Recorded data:
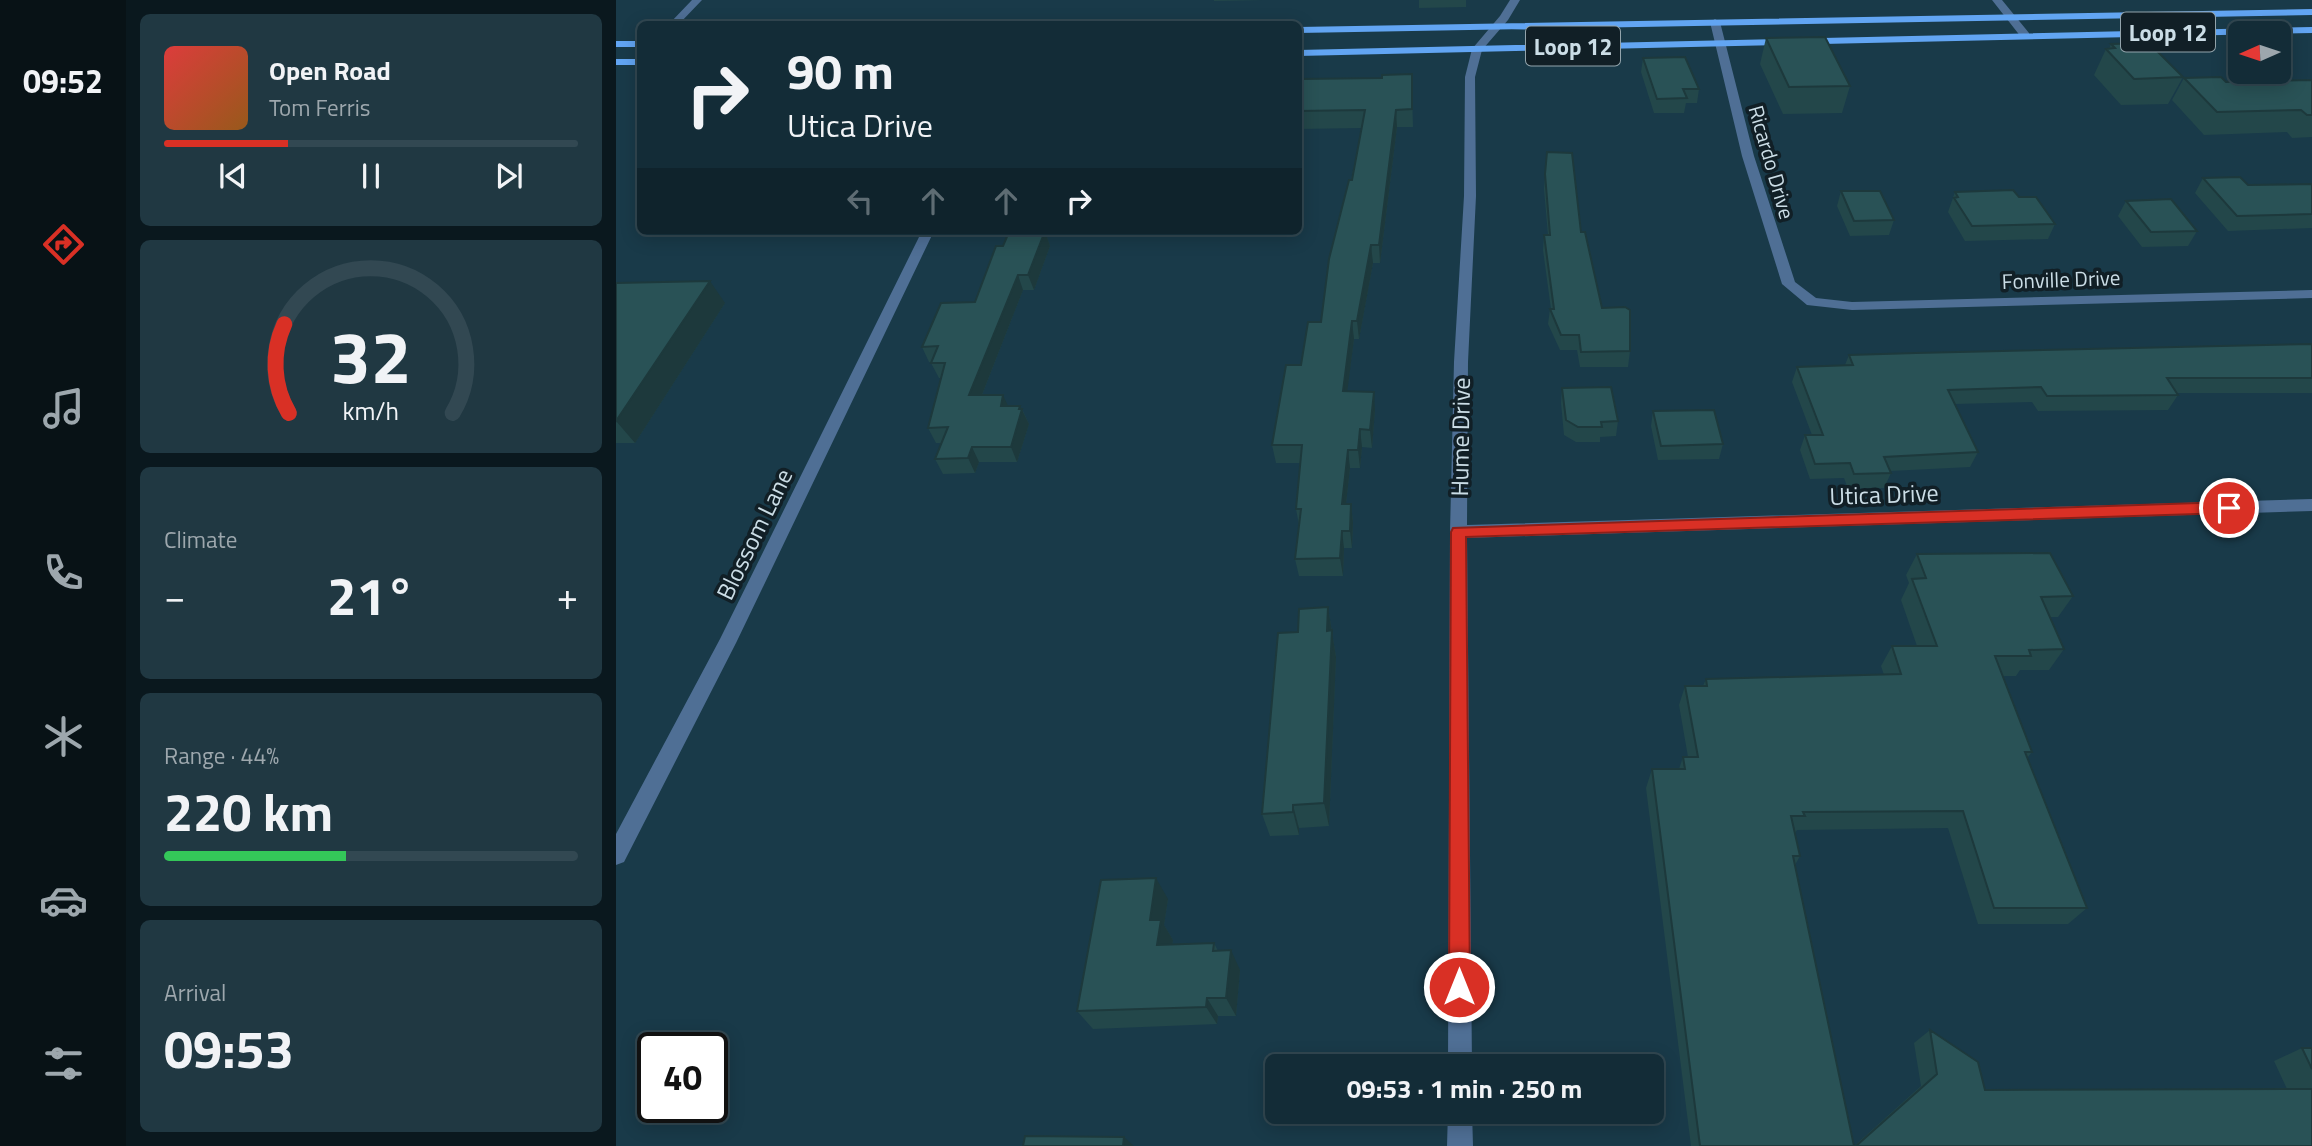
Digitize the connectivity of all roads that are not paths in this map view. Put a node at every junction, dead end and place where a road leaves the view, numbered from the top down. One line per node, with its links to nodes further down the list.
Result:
1 (697, 0): 6 (street)
2 (1515, 0): 8 (street)
3 (1997, 0): 5 (street)
4 (2312, 12): 5 (main road, Loop 12)
5 (2010, 16): 7 (main road, Loop 12); 11 (street)
6 (677, 21)
7 (1715, 22): 8 (main road, Loop 12); 12 (street, Ricardo Drive)
8 (1496, 27): 9 (main road, Loop 12); 15 (street, Hume Drive)
9 (1302, 30)
10 (2312, 30): 11 (main road, Loop 12)
11 (2025, 35): 12 (main road, Loop 12)
12 (1720, 42): 15 (main road, Loop 12); 21 (street, Ricardo Drive)
13 (616, 44): 14 (main road)
14 (637, 44)
15 (1477, 50): 16 (main road, Loop 12); 23 (street, Hume Drive)
16 (1302, 53)
17 (616, 62): 18 (main road)
18 (637, 62)
19 (926, 235): 24 (street, Blossom Lane)
20 (2312, 294): 21 (street, Fonville Drive)
21 (1811, 302)
22 (2312, 505): 23 (street, Utica Drive)
23 (1458, 532): 25 (street, Hume Drive)
24 (616, 855)
25 (1460, 1054)
26 (1460, 1124): 27 (street)
27 (1460, 1146)

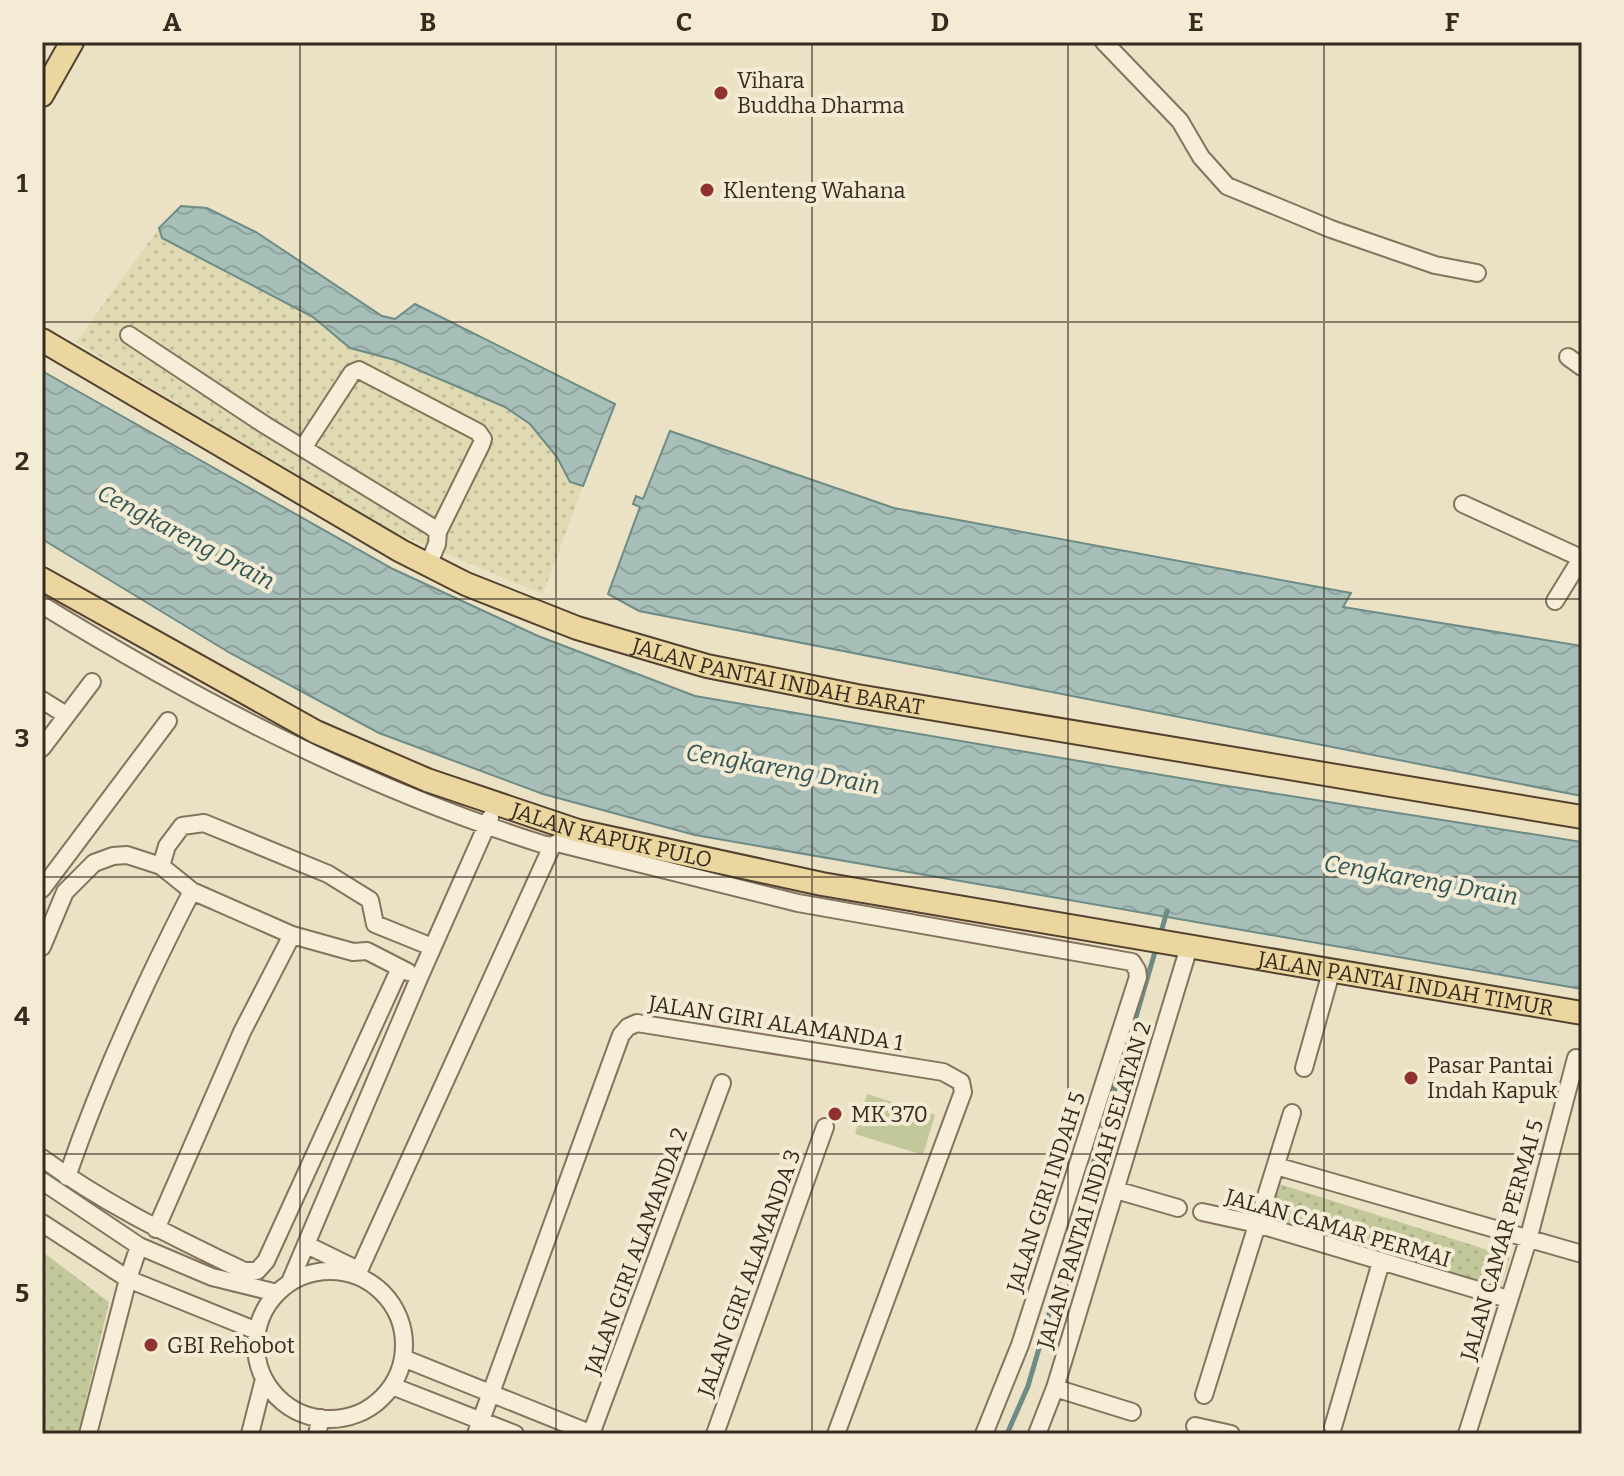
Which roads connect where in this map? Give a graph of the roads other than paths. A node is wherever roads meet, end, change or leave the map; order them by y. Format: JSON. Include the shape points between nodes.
{"nodes":[{"id":1,"x":72,"y":42,"type":"edge"},
{"id":2,"x":1104,"y":42,"type":"edge"},
{"id":3,"x":42,"y":95,"type":"edge"},
{"id":4,"x":1477,"y":273,"type":"dead end"},
{"id":5,"x":129,"y":335,"type":"dead end"},
{"id":6,"x":42,"y":340,"type":"edge"},
{"id":7,"x":303,"y":448,"type":"junction"},
{"id":8,"x":1463,"y":504,"type":"dead end"},
{"id":9,"x":438,"y":532,"type":"junction"},
{"id":10,"x":1582,"y":557,"type":"edge"},
{"id":11,"x":428,"y":565,"type":"junction"},
{"id":12,"x":42,"y":579,"type":"edge"},
{"id":13,"x":1555,"y":601,"type":"dead end"},
{"id":14,"x":42,"y":605,"type":"edge"},
{"id":15,"x":92,"y":682,"type":"dead end"},
{"id":16,"x":42,"y":700,"type":"edge"},
{"id":17,"x":66,"y":715,"type":"junction"},
{"id":18,"x":168,"y":721,"type":"dead end"},
{"id":19,"x":42,"y":748,"type":"edge"},
{"id":20,"x":496,"y":805,"type":"junction"},
{"id":21,"x":1582,"y":817,"type":"edge"},
{"id":22,"x":486,"y":826,"type":"junction"},
{"id":23,"x":578,"y":831,"type":"junction"},
{"id":24,"x":554,"y":844,"type":"junction"},
{"id":25,"x":161,"y":866,"type":"junction"},
{"id":26,"x":42,"y":889,"type":"edge"},
{"id":27,"x":192,"y":891,"type":"junction"},
{"id":28,"x":292,"y":935,"type":"junction"},
{"id":29,"x":1169,"y":943,"type":"junction"},
{"id":30,"x":42,"y":947,"type":"edge"},
{"id":31,"x":432,"y":947,"type":"junction"},
{"id":32,"x":1228,"y":954,"type":"joint"},
{"id":33,"x":400,"y":968,"type":"junction"},
{"id":34,"x":1332,"y":969,"type":"junction"},
{"id":35,"x":419,"y":978,"type":"junction"},
{"id":36,"x":1582,"y":1013,"type":"edge"},
{"id":37,"x":1576,"y":1058,"type":"dead end"},
{"id":38,"x":1304,"y":1068,"type":"dead end"},
{"id":39,"x":722,"y":1083,"type":"dead end"},
{"id":40,"x":1292,"y":1113,"type":"dead end"},
{"id":41,"x":825,"y":1127,"type":"dead end"},
{"id":42,"x":42,"y":1158,"type":"edge"},
{"id":43,"x":1276,"y":1166,"type":"junction"},
{"id":44,"x":67,"y":1177,"type":"junction"},
{"id":45,"x":42,"y":1181,"type":"edge"},
{"id":46,"x":1116,"y":1190,"type":"junction"},
{"id":47,"x":1178,"y":1208,"type":"dead end"},
{"id":48,"x":1202,"y":1212,"type":"dead end"},
{"id":49,"x":42,"y":1223,"type":"edge"},
{"id":50,"x":1257,"y":1224,"type":"junction"},
{"id":51,"x":156,"y":1229,"type":"junction"},
{"id":52,"x":1528,"y":1240,"type":"junction"},
{"id":53,"x":307,"y":1245,"type":"junction"},
{"id":54,"x":139,"y":1246,"type":"junction"},
{"id":55,"x":1582,"y":1254,"type":"edge"},
{"id":56,"x":1381,"y":1262,"type":"junction"},
{"id":57,"x":358,"y":1273,"type":"junction"},
{"id":58,"x":128,"y":1279,"type":"junction"},
{"id":59,"x":283,"y":1288,"type":"junction"},
{"id":60,"x":1508,"y":1299,"type":"junction"},
{"id":61,"x":257,"y":1331,"type":"junction"},
{"id":62,"x":403,"y":1358,"type":"junction"},
{"id":63,"x":264,"y":1379,"type":"junction"},
{"id":64,"x":392,"y":1386,"type":"junction"},
{"id":65,"x":1055,"y":1388,"type":"junction"},
{"id":66,"x":490,"y":1393,"type":"junction"},
{"id":67,"x":1204,"y":1395,"type":"dead end"},
{"id":68,"x":1132,"y":1412,"type":"dead end"},
{"id":69,"x":319,"y":1426,"type":"edge"},
{"id":70,"x":1195,"y":1426,"type":"dead end"},
{"id":71,"x":478,"y":1427,"type":"edge"},
{"id":72,"x":1333,"y":1427,"type":"dead end"},
{"id":73,"x":88,"y":1434,"type":"edge"},
{"id":74,"x":250,"y":1434,"type":"edge"},
{"id":75,"x":515,"y":1434,"type":"edge"},
{"id":76,"x":591,"y":1434,"type":"edge"},
{"id":77,"x":715,"y":1434,"type":"edge"},
{"id":78,"x":836,"y":1434,"type":"edge"},
{"id":79,"x":984,"y":1434,"type":"edge"},
{"id":80,"x":1037,"y":1434,"type":"edge"},
{"id":81,"x":1231,"y":1434,"type":"edge"},
{"id":82,"x":1467,"y":1434,"type":"edge"}],
"edges":[{"from":1,"to":3,"type":"main road"},
{"from":2,"to":4,"type":"street","via":[[1180,121],[1201,157],[1227,186],[1346,235],[1435,265]]},
{"from":5,"to":7,"type":"street"},
{"from":6,"to":11,"type":"main road","name":"JALAN PANTAI INDAH BARAT"},
{"from":7,"to":9,"type":"street"},
{"from":7,"to":9,"type":"street","via":[[359,370],[478,432],[481,445]]},
{"from":8,"to":10,"type":"street"},
{"from":9,"to":11,"type":"street"},
{"from":10,"to":13,"type":"street"},
{"from":11,"to":21,"type":"main road","name":"JALAN PANTAI INDAH BARAT","via":[[563,623],[707,666],[857,696]]},
{"from":12,"to":20,"type":"main road","name":"JALAN KAPUK PULO","via":[[316,732]]},
{"from":14,"to":22,"type":"street","name":"JALAN KAPUK PULO","via":[[333,765]]},
{"from":15,"to":17,"type":"street"},
{"from":16,"to":17,"type":"street"},
{"from":17,"to":19,"type":"street"},
{"from":18,"to":26,"type":"street"},
{"from":20,"to":22,"type":"street"},
{"from":20,"to":23,"type":"main road","name":"JALAN KAPUK PULO"},
{"from":22,"to":24,"type":"street"},
{"from":22,"to":31,"type":"street"},
{"from":23,"to":24,"type":"street"},
{"from":23,"to":29,"type":"main road","name":"JALAN KAPUK PULO","via":[[822,884]]},
{"from":24,"to":57,"type":"street"},
{"from":24,"to":79,"type":"street","name":"JALAN GIRI INDAH 5","via":[[798,903],[1132,962],[1138,977],[1020,1345]]},
{"from":25,"to":27,"type":"street"},
{"from":25,"to":30,"type":"street","via":[[127,855],[94,863],[65,892]]},
{"from":25,"to":31,"type":"street","via":[[182,826],[204,823],[328,874],[370,900],[375,924]]},
{"from":27,"to":28,"type":"street"},
{"from":27,"to":44,"type":"street","via":[[106,1071]]},
{"from":28,"to":33,"type":"street","via":[[367,951]]},
{"from":28,"to":51,"type":"street","via":[[242,1032]]},
{"from":29,"to":32,"type":"main road","name":"JALAN KAPUK PULO"},
{"from":29,"to":46,"type":"street","name":"JALAN PANTAI INDAH SELATAN 2"},
{"from":31,"to":35,"type":"street"},
{"from":32,"to":34,"type":"main road","name":"JALAN PANTAI INDAH TIMUR"},
{"from":33,"to":35,"type":"street"},
{"from":33,"to":51,"type":"street","via":[[257,1271],[244,1271]]},
{"from":34,"to":36,"type":"main road","name":"JALAN PANTAI INDAH TIMUR"},
{"from":34,"to":38,"type":"street"},
{"from":35,"to":53,"type":"street"},
{"from":37,"to":52,"type":"street","name":"JALAN CAMAR PERMAI 5"},
{"from":39,"to":76,"type":"street","name":"JALAN GIRI ALAMANDA 2"},
{"from":40,"to":43,"type":"street"},
{"from":41,"to":77,"type":"street","name":"JALAN GIRI ALAMANDA 3"},
{"from":42,"to":44,"type":"street"},
{"from":43,"to":50,"type":"street"},
{"from":43,"to":52,"type":"street","name":"JALAN CAMAR PERMAI"},
{"from":44,"to":51,"type":"street"},
{"from":45,"to":54,"type":"street"},
{"from":46,"to":47,"type":"street"},
{"from":46,"to":65,"type":"street","name":"JALAN PANTAI INDAH SELATAN 2"},
{"from":48,"to":50,"type":"street","name":"JALAN CAMAR PERMAI"},
{"from":49,"to":58,"type":"street"},
{"from":50,"to":56,"type":"street","name":"JALAN CAMAR PERMAI"},
{"from":50,"to":67,"type":"street"},
{"from":52,"to":55,"type":"street","name":"JALAN CAMAR PERMAI"},
{"from":52,"to":60,"type":"street","name":"JALAN CAMAR PERMAI 5"},
{"from":53,"to":57,"type":"street"},
{"from":53,"to":59,"type":"street"},
{"from":54,"to":58,"type":"street"},
{"from":54,"to":59,"type":"street","via":[[212,1277]]},
{"from":56,"to":60,"type":"street","name":"JALAN CAMAR PERMAI"},
{"from":56,"to":72,"type":"street"},
{"from":57,"to":59,"type":"street","via":[[311,1273]]},
{"from":57,"to":62,"type":"street","via":[[395,1308]]},
{"from":58,"to":61,"type":"street"},
{"from":58,"to":73,"type":"street"},
{"from":59,"to":61,"type":"street"},
{"from":60,"to":82,"type":"street","name":"JALAN CAMAR PERMAI 5"},
{"from":61,"to":63,"type":"street"},
{"from":62,"to":64,"type":"street"},
{"from":62,"to":66,"type":"street"},
{"from":63,"to":69,"type":"street","via":[[288,1406]]},
{"from":63,"to":74,"type":"street"},
{"from":64,"to":69,"type":"street","via":[[361,1412]]},
{"from":64,"to":71,"type":"street"},
{"from":65,"to":68,"type":"street"},
{"from":65,"to":80,"type":"street","name":"JALAN PANTAI INDAH SELATAN 2"},
{"from":66,"to":71,"type":"street","name":"JALAN GIRI ALAMANDA 1"},
{"from":66,"to":76,"type":"street"},
{"from":66,"to":78,"type":"street","name":"JALAN GIRI ALAMANDA 1","via":[[621,1035],[637,1023],[943,1072],[961,1082],[963,1092]]},
{"from":70,"to":81,"type":"street"},
{"from":71,"to":75,"type":"street"}]}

- _Task goal_
Which lines in the data above hold the string "KAPUK"? Return each of them.

- _Expected answer_
{"from":12,"to":20,"type":"main road","name":"JALAN KAPUK PULO","via":[[316,732]]},
{"from":14,"to":22,"type":"street","name":"JALAN KAPUK PULO","via":[[333,765]]},
{"from":20,"to":23,"type":"main road","name":"JALAN KAPUK PULO"},
{"from":23,"to":29,"type":"main road","name":"JALAN KAPUK PULO","via":[[822,884]]},
{"from":29,"to":32,"type":"main road","name":"JALAN KAPUK PULO"},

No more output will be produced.